In the meanwhile the home front is not too bleak either: The famous Parisian American who keeps the French art and literary world moving, a Gertrude Stein and her secretary are coming to London to find a publisher for her works over here.
She owns a great deal of modern art and some pieces of her collection have travelled to the Armory Show. But while what America did for art this year is colossal, I’m proud to say we were there first – even if at a much smaller scale. In fact, London’s Second Post-Impressionist art show had to close early, so that some of the paintings could be sent on to the Armory Show. I think this second show had a better reception from the average Brit than the first had back in 1910. Once the English have gotten used to Cezanne, they are more open to Matisse!
I feel that while we’re piddling with Cozens’ landscapes here, I have an awful lot of catching up to do about the crazy speed the art world is gathering. But when I feel that living in Leeds is like sitting on a horse-drawn cart while the steam engine of international art rushes by, I can always comfort myself with the thought that our very own Vice-Chancellor is aware of these movements and the future. No pressure, but if anyone, I expect him to respond to the latest art news with a good lecture or something, so that our youth would be aware of what’s happening beyond Barnsley…
Lavender was right of course (helped by the pwer of hindsight) – the ‘lunatics’ and ‘clowns’ have indeed changed the landscape of art forever and became the new classics almost immediately. For example, the most talked-about painting in the 1913 Armory Show, Marcel Duchamp’s Cubist-inspired ‘Nude Descending a Staircase’ depicting a human figure in abstract brown panels in overlapping motion sold for $324. After the commission, Duchamp received $240 — about $5,565, in today’s dollars. Not bad for an artist unknown in this country at the time.
Was it just the element of surprise? How sustainable was the shock effect? Duchamp in a 1963 interview he said that, at the time, artists had lost the ability to surprise the public:
“There’s a public to receive it today that did not exist then. Cubism was sort of forced upon the public to reject it. You know what I mean?” Duchamp said. “Instead, today, any new movement is almost accepted before it started. See, there’s no more element of shock anymore.

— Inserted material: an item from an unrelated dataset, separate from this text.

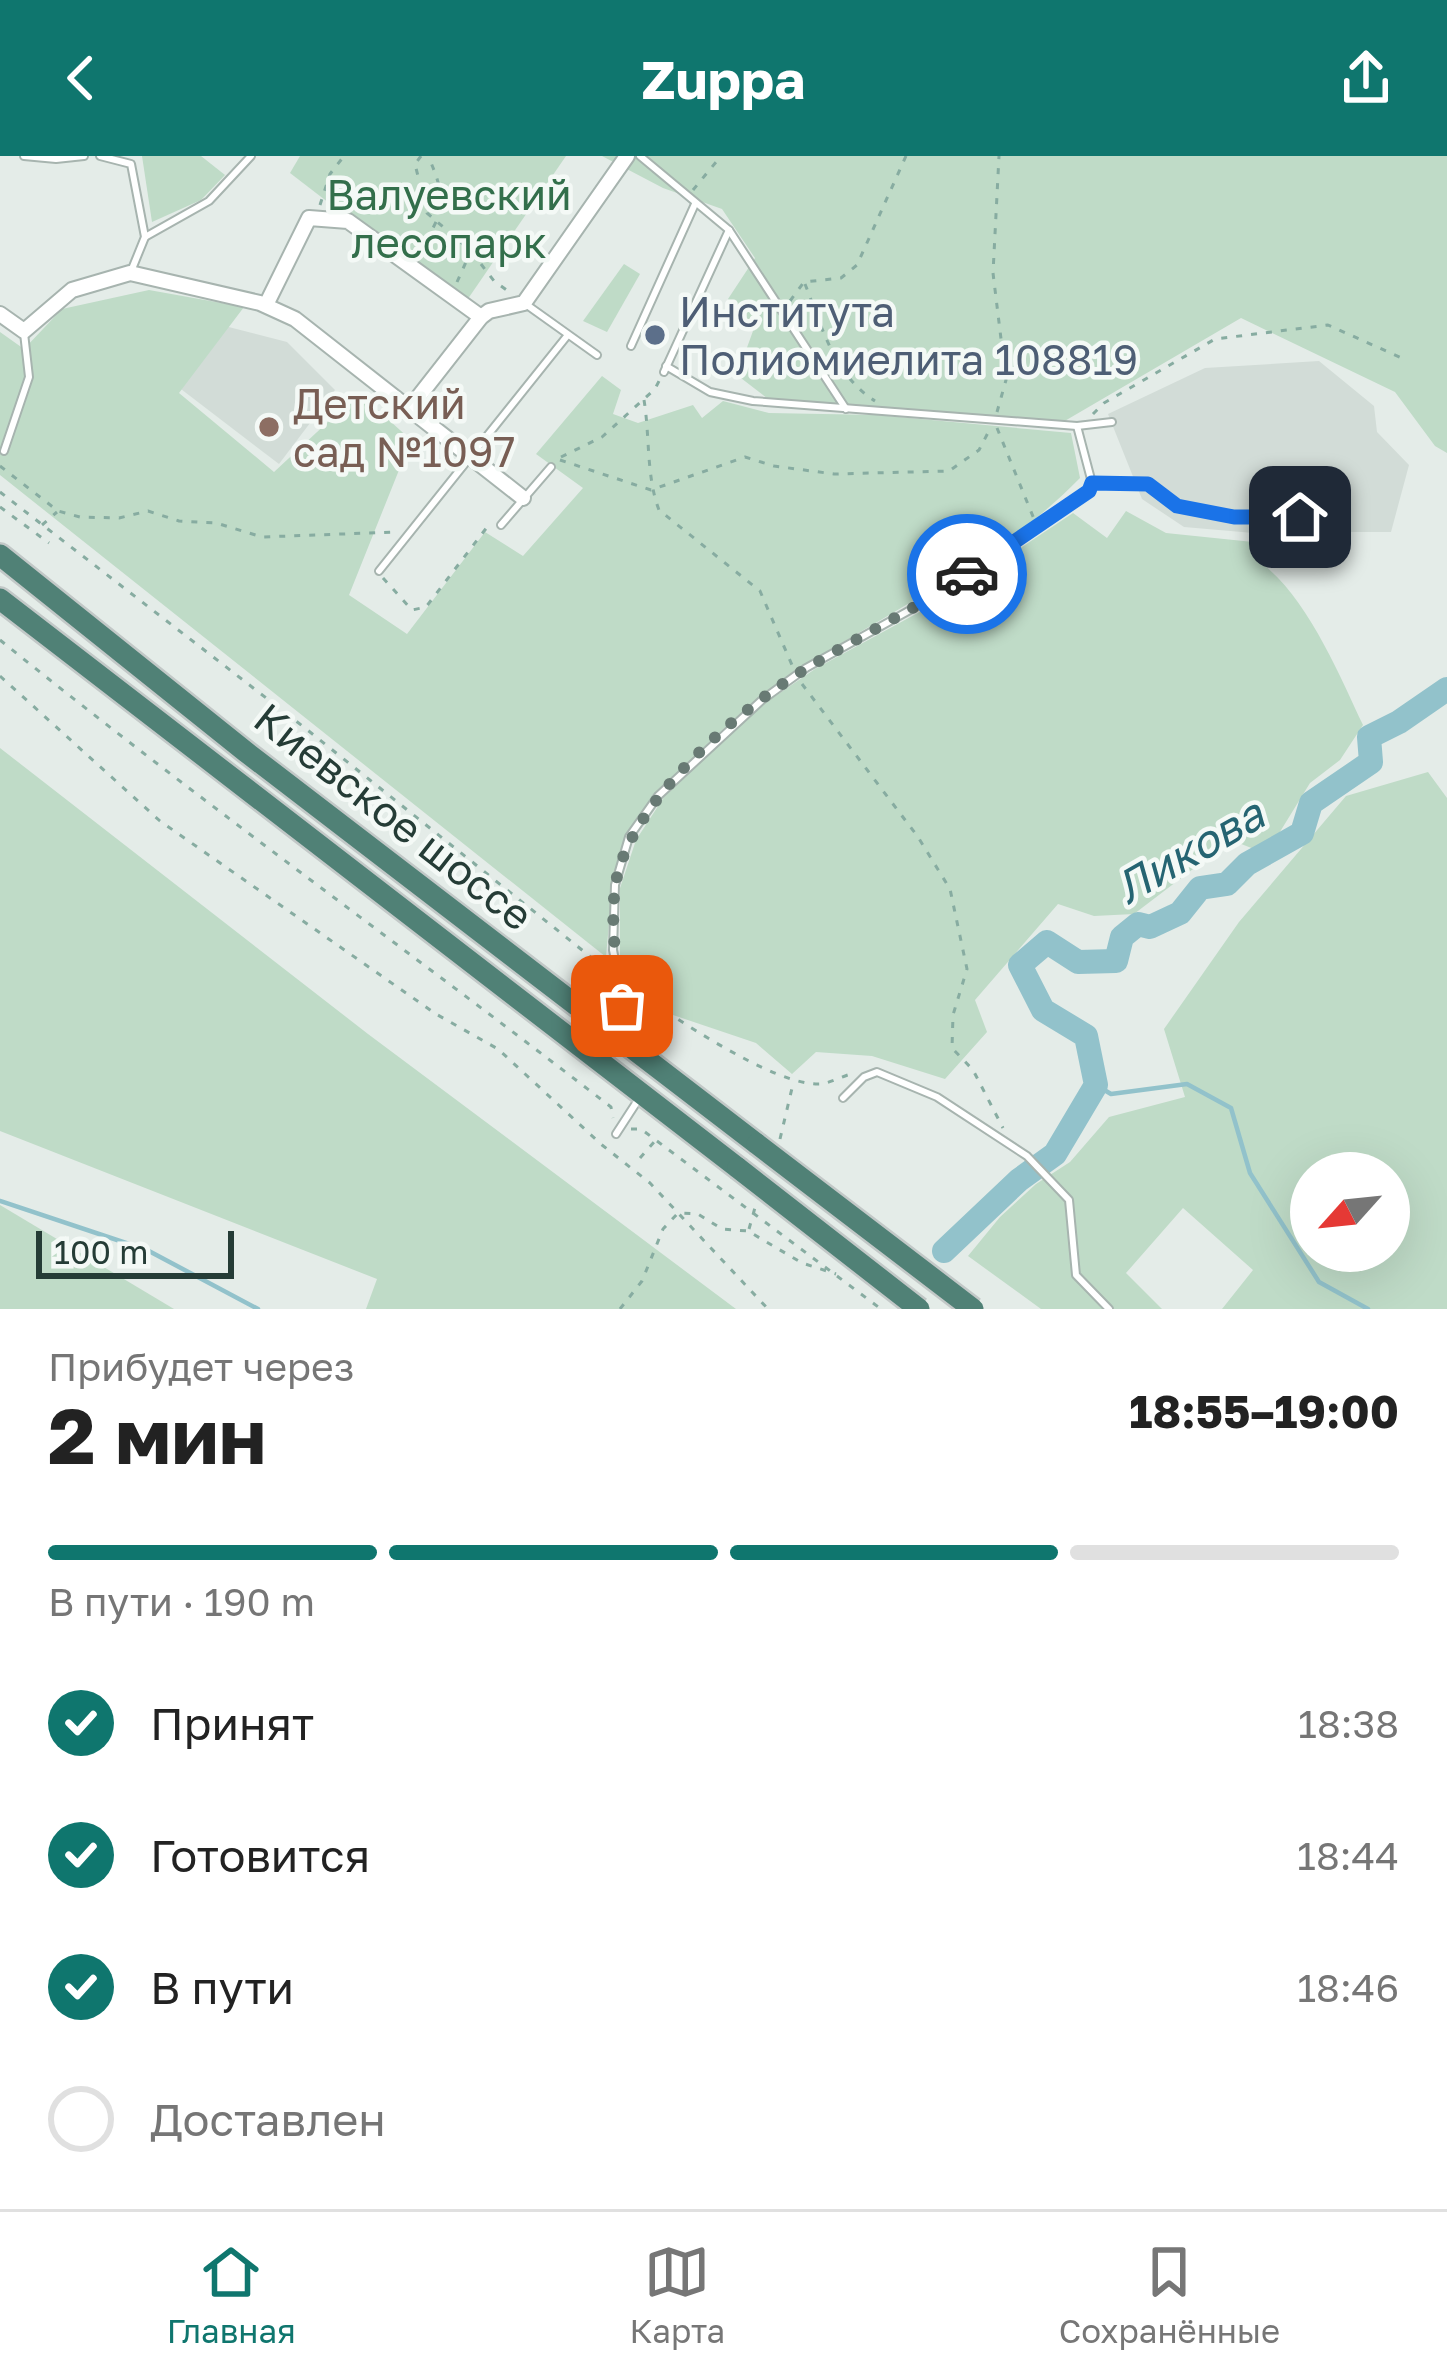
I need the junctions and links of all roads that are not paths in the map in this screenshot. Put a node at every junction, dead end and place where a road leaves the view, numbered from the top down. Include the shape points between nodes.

However, as Lavender might have felt too, it wasn’t just the element of surprise that mattered in the Arnory Show and the Second Post-Impressionist Exhibition in London. While it certainly drew younger audiences, it was the inherent artistic value in these works that finally conquered the minds of the contemporary art consumer by breaking through the received sense of art as the representation of reality and a vehicle of aesthetics and beauty. Lavender is one of the many who began to feel that art is transforming to keep up with the challenges of modern life.”
No pressure, Vice-Chancellor Sadler!
(Michael Sadler, born in Barnsley, returned to Yorkshire in 1911 to take the post of Vice-Chancellor at the University of Leeds. By this time, he had already begun to develop the diverse artistic interests that would make him a notable figure in the history of modern art in Britain.

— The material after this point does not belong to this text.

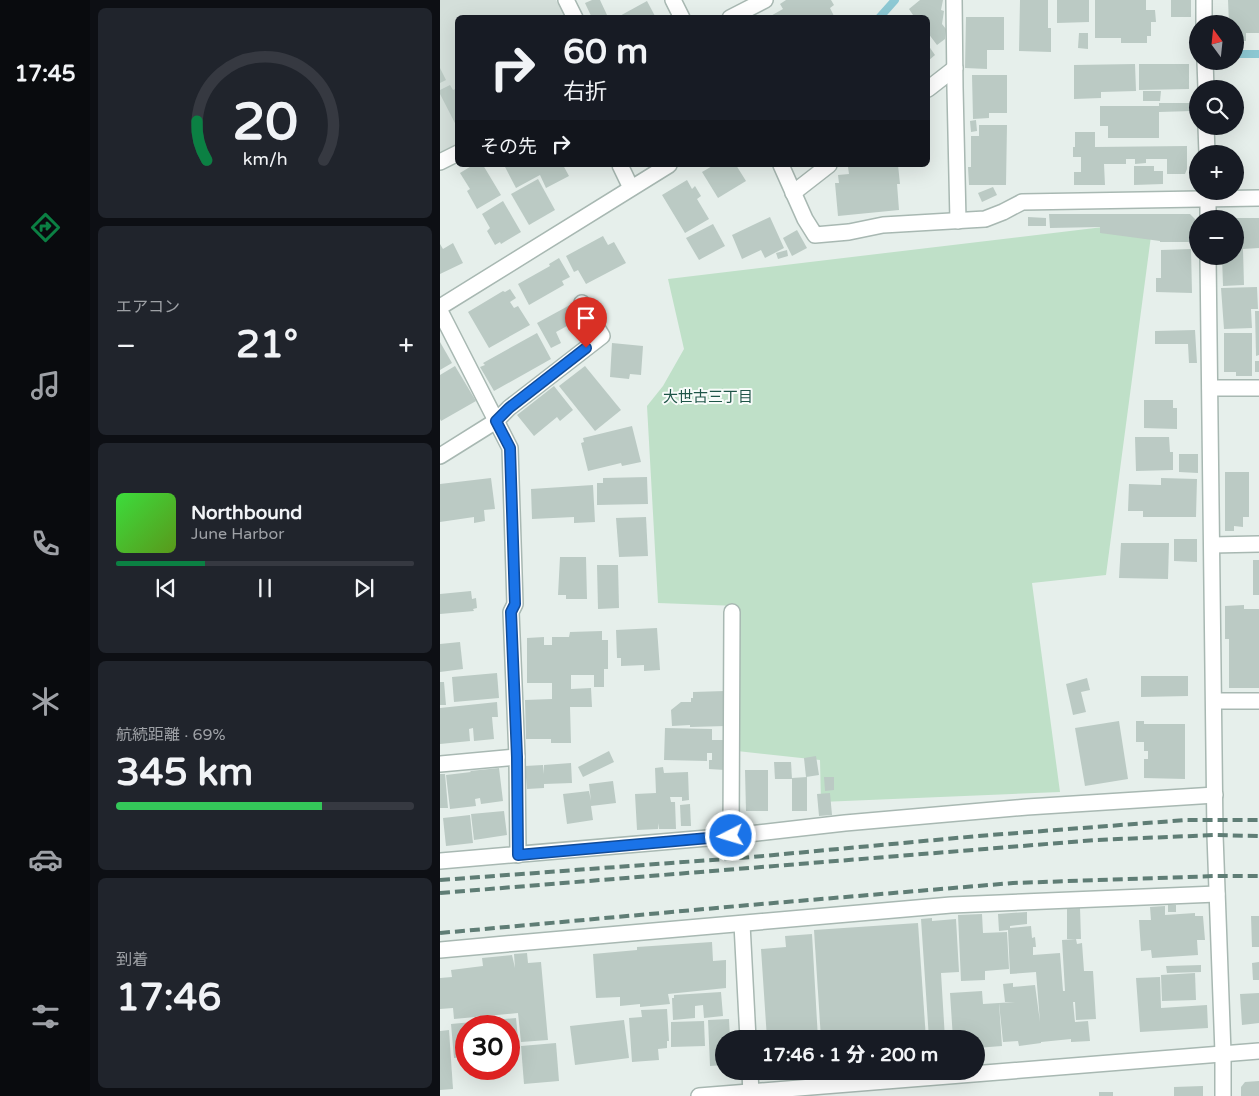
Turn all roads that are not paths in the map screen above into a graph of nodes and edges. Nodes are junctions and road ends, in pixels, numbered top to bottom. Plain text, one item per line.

Sadler felt that a student’s education was greatly enhanced by a cultured and harmonious environment. He set about creating such an environment through the public display of pictures from his collection. He introduced a series of public events on a wide variety of topics, many arts-related, including talks on literature, daytime music recitals and a Saturday concert series. After leaving Leeds in 1923, Sadler served as Master of University College, Oxford, until 1934. The generous gift of artworks from his own collection, which he gave to the University in 1923, forms the basis of today’s University art collection, now on display at The Stanley & Audrey Burton Gallery, University of Leeds.